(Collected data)
○ ○ ○ ○

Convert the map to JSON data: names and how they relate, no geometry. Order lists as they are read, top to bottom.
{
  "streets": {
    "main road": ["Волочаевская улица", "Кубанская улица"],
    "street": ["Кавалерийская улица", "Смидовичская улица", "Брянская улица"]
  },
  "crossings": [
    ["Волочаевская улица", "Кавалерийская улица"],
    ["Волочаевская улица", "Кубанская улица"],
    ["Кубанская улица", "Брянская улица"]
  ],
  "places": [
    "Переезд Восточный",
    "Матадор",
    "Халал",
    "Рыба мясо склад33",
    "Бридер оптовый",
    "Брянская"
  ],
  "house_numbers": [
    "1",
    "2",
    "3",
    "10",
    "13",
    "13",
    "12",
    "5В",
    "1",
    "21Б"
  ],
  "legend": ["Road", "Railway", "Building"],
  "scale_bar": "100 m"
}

○ ○ ○ ○

## WORK INSTRUCTION
The data above needs to be repeated exactly, line for line.

## TASK OUTPUT
Convert the map to JSON data: names and how they relate, no geometry. Order lists as they are read, top to bottom.
{
  "streets": {
    "main road": ["Волочаевская улица", "Кубанская улица"],
    "street": ["Кавалерийская улица", "Смидовичская улица", "Брянская улица"]
  },
  "crossings": [
    ["Волочаевская улица", "Кавалерийская улица"],
    ["Волочаевская улица", "Кубанская улица"],
    ["Кубанская улица", "Брянская улица"]
  ],
  "places": [
    "Переезд Восточный",
    "Матадор",
    "Халал",
    "Рыба мясо склад33",
    "Бридер оптовый",
    "Брянская"
  ],
  "house_numbers": [
    "1",
    "2",
    "3",
    "10",
    "13",
    "13",
    "12",
    "5В",
    "1",
    "21Б"
  ],
  "legend": ["Road", "Railway", "Building"],
  "scale_bar": "100 m"
}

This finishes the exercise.